Right now I’m using following scheme:

  1. Get task id.
  2. Set to memcache key like ‘task_%s’ % task.id message ‘Started’.
  3. Pass task id to client.
  4. Now from client I can monitor task status(set from task messages to memcache).
  5. From task on ready – set to memcache key message ‘Ready’.
  6. From client on task ready – start special task that will delete key from memcache and do necessary cleaning actions.
Answered By: Nikolay Fominyh

Celery does not write a state when the task is sent, this is partly an optimization (see the documentation).

If you really need it, it’s simple to add:

from celery import current_app
# `after_task_publish` is available in celery 3.1+
# for older versions use the deprecated `task_sent` signal
from celery.signals import after_task_publish

# when using celery versions older than 4.0, use body instead of headers

@after_task_publish.connect
def update_sent_state(sender=None, headers=None, **kwargs):
    # the task may not exist if sent using `send_task` which
    # sends tasks by name, so fall back to the default result backend
    # if that is the case.
    task = current_app.tasks.get(sender)
    backend = task.backend if task else current_app.backend
 
    backend.store_result(headers['id'], None, "SENT")
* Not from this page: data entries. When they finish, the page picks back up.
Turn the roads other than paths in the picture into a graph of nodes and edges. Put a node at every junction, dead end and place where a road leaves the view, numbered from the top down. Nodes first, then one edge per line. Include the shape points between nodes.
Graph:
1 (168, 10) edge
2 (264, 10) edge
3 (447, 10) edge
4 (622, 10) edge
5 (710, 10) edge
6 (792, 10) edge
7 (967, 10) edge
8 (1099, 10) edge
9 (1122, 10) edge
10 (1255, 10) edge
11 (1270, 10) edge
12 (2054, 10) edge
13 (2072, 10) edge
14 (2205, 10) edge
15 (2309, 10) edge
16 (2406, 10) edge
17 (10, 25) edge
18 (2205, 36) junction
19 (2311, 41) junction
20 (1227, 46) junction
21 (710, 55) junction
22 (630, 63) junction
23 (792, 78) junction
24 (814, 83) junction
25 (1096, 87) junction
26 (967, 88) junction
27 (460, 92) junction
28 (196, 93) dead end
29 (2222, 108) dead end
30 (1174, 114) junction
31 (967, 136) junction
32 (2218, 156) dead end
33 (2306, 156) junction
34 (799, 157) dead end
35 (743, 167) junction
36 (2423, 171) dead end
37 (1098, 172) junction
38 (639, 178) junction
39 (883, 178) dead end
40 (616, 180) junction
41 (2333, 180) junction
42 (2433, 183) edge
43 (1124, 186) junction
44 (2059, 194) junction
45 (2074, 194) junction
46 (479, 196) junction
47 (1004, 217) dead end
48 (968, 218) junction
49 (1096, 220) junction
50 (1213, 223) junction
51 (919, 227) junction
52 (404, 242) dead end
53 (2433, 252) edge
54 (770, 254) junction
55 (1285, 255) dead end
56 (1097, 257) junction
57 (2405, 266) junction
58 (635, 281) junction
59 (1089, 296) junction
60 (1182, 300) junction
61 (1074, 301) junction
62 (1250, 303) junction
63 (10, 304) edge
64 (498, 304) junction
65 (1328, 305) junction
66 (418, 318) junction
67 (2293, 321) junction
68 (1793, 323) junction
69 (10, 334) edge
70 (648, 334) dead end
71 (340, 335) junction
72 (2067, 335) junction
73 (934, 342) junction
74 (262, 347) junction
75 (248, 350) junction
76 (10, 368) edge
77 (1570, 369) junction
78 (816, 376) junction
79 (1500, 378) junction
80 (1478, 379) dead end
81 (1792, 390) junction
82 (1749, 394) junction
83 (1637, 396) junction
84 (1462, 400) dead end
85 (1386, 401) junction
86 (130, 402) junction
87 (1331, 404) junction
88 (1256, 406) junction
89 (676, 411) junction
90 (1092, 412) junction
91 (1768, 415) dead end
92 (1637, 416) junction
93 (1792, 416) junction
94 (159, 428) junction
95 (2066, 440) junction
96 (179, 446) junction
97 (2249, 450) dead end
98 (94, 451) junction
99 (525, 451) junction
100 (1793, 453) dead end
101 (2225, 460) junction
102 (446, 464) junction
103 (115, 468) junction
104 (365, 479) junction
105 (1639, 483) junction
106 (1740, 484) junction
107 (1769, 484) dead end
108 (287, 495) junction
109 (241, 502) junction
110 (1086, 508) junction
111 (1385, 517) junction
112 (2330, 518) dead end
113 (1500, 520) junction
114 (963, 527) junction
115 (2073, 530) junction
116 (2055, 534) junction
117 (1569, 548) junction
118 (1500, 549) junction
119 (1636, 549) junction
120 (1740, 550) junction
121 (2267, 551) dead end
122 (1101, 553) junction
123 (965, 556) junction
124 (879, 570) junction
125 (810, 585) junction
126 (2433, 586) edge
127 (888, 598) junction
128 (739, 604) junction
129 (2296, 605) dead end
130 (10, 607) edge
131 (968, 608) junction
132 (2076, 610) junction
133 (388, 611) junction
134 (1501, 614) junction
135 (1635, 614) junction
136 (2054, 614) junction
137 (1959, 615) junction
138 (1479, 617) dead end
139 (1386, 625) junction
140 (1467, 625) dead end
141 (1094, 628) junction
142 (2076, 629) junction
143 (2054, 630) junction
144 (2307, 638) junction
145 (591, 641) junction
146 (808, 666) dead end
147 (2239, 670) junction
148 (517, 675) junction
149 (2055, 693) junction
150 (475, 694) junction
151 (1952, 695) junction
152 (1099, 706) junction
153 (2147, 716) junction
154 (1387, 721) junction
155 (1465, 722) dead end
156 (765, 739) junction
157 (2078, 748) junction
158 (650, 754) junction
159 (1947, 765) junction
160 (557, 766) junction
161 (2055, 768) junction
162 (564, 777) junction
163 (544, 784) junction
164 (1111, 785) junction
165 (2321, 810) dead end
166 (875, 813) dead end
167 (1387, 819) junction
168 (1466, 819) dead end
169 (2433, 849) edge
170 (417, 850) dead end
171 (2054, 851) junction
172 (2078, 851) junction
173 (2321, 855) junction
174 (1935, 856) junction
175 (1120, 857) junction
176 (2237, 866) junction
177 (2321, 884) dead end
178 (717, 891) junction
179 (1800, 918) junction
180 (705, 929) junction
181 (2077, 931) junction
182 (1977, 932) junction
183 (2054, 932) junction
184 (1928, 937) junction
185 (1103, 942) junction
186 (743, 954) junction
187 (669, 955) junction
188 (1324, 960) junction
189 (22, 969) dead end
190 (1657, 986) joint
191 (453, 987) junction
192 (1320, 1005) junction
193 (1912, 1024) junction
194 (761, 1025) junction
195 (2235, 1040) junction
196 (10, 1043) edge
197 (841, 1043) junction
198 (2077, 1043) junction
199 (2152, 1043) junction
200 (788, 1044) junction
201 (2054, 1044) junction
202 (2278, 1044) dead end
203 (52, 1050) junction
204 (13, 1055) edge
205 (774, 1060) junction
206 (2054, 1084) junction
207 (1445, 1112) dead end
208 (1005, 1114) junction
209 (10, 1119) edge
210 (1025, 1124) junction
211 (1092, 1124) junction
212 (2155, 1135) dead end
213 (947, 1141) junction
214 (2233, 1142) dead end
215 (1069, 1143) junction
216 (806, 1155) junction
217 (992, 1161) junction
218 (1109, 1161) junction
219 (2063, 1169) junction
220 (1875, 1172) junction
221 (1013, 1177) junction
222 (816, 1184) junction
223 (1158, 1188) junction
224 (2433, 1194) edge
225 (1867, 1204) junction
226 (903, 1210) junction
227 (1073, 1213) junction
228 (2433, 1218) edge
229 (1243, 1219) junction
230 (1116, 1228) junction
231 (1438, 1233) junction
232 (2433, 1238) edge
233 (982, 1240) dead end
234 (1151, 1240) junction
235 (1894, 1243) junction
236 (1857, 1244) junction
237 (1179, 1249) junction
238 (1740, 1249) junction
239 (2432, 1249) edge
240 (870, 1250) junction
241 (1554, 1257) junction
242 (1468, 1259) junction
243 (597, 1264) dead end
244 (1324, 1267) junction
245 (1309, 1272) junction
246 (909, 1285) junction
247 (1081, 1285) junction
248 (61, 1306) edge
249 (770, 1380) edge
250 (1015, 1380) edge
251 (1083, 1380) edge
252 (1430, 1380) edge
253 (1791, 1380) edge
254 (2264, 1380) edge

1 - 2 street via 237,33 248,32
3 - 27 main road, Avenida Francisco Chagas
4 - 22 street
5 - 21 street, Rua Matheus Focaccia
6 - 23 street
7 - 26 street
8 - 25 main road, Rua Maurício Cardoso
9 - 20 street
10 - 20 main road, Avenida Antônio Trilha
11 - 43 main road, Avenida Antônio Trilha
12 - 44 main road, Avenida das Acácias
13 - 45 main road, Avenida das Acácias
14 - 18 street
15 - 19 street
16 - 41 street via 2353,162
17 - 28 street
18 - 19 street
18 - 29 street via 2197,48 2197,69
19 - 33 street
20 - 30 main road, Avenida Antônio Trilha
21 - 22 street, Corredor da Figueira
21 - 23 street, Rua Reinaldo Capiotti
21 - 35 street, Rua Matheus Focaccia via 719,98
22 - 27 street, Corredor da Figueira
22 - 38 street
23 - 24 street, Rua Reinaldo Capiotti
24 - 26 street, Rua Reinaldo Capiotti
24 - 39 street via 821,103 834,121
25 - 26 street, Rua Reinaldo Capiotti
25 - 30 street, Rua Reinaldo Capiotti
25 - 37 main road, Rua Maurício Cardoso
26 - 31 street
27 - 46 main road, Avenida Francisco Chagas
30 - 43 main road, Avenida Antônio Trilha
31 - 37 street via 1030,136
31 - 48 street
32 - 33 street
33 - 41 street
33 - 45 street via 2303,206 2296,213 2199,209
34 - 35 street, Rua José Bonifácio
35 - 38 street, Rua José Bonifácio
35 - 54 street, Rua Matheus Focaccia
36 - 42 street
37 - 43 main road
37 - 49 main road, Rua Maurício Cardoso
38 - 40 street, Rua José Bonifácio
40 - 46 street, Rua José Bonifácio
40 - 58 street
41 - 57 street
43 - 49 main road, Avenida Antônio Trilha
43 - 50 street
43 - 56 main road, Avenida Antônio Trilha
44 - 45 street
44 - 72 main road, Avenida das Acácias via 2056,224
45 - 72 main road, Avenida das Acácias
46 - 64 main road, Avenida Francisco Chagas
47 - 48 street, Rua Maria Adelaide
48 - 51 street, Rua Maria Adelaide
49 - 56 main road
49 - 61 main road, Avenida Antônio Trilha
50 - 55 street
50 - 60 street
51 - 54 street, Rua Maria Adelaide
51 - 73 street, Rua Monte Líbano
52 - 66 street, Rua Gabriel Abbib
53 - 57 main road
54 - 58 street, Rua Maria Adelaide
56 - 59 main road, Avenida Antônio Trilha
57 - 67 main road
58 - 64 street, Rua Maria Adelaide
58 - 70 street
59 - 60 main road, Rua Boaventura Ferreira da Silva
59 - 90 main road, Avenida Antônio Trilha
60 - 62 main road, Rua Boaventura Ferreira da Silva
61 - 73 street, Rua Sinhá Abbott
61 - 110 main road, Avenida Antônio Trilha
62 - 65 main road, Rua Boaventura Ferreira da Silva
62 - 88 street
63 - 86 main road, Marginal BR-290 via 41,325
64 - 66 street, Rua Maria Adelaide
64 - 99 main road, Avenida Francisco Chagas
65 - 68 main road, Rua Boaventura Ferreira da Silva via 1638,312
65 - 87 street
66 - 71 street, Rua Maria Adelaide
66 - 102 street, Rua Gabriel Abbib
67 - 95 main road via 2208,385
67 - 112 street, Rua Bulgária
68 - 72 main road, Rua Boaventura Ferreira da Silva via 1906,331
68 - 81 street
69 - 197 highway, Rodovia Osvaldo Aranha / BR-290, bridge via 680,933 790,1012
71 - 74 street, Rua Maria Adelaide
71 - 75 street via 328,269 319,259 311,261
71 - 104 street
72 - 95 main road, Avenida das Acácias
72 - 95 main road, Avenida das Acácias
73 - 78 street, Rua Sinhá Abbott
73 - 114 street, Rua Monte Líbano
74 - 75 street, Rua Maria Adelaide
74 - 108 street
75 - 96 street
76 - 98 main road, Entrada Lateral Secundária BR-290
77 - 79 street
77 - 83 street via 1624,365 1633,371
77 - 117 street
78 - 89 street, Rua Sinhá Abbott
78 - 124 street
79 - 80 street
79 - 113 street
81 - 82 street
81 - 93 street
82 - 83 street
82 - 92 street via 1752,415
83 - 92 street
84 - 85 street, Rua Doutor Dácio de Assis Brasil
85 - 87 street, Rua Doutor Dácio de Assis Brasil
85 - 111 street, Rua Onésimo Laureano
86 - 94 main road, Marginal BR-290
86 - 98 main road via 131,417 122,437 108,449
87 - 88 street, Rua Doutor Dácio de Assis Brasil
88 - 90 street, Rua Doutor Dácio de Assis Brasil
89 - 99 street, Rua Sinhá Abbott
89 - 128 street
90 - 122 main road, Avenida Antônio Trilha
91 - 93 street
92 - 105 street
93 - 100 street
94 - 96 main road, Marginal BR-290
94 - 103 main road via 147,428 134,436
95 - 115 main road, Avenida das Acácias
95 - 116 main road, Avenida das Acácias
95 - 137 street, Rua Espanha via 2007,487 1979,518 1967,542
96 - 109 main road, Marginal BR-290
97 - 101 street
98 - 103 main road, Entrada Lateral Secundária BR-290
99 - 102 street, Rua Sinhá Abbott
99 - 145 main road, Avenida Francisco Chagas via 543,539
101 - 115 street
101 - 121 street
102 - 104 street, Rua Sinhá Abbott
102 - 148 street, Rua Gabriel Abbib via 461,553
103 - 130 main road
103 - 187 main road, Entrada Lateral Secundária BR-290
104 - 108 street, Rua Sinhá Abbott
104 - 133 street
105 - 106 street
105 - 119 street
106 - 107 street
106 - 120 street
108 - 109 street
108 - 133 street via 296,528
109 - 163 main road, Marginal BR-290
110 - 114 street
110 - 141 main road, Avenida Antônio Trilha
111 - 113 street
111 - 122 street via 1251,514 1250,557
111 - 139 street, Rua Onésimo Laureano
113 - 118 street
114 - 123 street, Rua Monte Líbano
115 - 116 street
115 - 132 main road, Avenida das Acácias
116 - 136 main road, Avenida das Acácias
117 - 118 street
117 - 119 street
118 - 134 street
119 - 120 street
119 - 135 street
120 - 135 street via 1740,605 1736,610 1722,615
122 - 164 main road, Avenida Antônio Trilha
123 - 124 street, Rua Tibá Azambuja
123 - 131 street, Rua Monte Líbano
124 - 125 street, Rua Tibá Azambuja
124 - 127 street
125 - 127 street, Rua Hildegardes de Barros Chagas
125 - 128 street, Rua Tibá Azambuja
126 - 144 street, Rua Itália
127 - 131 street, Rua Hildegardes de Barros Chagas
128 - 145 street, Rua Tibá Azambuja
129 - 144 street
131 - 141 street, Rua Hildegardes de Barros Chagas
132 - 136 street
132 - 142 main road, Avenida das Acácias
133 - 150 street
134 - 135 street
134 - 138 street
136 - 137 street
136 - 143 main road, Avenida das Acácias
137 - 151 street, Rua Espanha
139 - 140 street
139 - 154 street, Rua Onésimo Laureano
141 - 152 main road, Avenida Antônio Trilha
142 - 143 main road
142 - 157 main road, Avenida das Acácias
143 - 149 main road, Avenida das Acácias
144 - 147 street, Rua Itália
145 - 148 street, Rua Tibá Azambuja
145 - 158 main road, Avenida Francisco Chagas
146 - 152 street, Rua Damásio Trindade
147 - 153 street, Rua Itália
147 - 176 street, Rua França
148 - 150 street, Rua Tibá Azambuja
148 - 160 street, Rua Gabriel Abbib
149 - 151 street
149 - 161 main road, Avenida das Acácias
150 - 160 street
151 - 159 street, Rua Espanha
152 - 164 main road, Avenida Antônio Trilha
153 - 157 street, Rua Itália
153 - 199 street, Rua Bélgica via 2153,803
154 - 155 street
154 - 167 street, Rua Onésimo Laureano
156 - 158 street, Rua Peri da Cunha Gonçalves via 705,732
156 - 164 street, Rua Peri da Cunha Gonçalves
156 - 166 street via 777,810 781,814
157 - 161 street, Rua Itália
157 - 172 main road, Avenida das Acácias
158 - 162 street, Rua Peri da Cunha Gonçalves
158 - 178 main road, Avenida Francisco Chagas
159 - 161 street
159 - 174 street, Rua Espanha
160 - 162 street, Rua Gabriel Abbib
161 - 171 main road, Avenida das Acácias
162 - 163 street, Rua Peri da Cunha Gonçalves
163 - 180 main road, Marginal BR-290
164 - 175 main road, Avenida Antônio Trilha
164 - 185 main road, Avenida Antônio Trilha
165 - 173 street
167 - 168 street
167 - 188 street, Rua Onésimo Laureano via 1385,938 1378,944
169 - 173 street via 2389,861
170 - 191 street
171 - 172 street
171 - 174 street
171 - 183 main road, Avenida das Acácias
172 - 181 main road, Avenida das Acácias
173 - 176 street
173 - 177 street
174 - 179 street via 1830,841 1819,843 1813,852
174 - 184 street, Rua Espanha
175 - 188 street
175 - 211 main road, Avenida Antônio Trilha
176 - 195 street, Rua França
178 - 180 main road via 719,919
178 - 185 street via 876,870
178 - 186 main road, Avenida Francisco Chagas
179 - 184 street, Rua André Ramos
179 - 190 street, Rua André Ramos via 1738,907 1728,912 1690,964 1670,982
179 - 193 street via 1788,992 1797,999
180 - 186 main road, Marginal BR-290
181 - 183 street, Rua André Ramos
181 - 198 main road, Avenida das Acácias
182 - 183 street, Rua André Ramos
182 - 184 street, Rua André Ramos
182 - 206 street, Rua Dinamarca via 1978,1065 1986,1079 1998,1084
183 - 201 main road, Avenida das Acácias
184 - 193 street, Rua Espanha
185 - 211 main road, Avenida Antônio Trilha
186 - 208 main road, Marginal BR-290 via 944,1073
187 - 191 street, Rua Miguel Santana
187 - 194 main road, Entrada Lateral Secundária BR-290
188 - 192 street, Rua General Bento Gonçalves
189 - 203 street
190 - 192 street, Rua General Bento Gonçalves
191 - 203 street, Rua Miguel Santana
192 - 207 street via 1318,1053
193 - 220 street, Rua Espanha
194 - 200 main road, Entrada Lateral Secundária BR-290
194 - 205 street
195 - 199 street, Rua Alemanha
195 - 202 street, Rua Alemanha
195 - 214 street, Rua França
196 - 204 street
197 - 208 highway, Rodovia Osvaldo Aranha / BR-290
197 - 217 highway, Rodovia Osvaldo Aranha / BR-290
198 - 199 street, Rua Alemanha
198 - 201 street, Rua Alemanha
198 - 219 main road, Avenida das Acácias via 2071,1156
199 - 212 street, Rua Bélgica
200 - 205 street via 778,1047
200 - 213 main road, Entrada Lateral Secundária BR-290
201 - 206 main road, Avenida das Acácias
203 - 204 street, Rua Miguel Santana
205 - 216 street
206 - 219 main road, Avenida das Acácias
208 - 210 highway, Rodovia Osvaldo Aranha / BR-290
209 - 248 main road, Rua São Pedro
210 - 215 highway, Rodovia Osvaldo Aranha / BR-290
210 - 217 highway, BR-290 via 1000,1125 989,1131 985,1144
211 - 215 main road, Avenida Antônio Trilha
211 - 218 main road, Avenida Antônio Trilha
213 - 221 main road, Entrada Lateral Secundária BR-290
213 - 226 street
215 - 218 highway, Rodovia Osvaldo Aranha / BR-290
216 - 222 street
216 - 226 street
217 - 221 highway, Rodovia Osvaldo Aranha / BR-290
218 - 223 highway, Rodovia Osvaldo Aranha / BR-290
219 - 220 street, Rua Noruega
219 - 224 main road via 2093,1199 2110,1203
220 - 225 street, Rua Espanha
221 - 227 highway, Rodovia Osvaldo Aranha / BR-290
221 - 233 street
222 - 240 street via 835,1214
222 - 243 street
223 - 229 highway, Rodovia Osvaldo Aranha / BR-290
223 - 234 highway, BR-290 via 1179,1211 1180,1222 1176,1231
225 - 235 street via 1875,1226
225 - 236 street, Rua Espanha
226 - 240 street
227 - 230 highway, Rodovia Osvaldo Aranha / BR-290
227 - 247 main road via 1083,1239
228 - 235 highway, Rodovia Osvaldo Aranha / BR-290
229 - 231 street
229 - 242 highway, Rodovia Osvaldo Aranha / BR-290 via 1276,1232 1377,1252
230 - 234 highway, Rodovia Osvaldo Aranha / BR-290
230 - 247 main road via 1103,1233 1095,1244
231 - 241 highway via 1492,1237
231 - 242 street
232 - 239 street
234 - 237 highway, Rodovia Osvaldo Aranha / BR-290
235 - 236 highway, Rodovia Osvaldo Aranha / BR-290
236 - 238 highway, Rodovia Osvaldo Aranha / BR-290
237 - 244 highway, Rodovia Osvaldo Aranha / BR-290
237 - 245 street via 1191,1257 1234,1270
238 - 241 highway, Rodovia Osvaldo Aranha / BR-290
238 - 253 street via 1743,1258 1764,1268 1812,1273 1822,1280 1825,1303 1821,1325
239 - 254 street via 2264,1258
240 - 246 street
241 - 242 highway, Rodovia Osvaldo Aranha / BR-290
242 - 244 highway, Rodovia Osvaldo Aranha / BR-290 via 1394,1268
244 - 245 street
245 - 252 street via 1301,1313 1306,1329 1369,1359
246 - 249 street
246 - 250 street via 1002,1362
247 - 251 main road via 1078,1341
Then you can test for the PENDING state to detect that a task has not (seemingly)
been sent:

>>> result.state != "PENDING"
Answered By: asksol

So I have this idea:

import project.celery_tasks as tasks

def task_exist(task_id):
  found = False
  # tasks is my imported task module from celery
  # it is located under /project/project, where the settings.py file is located
  i = tasks.app.control.inspect()
  s = i.scheduled()
  for e in s:
    if task_id in s[e]:
      found = True
      break
  a = i.active()
  if not found:
    for e in a:
      if task_id in a[e]:
        found = True
        break
  r = i.reserved()
  if not found:
    for e in r:
      if task_id in r[e]:
        found = True
        break
  # if checking the status returns pending, yet we found it in any queues... it means it exists...
  # if it returns pending, yet we didn't find it on any of the queues... it doesn't exist
  return found

According to https://docs.celeryproject.org/en/stable/userguide/monitoring.html the different types of queue inspections are:
active,
scheduled,
reserved,
revoked,
registered,
stats,
query_task,

so pick and choose as you please.

And there might be a better way to go about checking the queues for their tasks, but this should work for me, for now.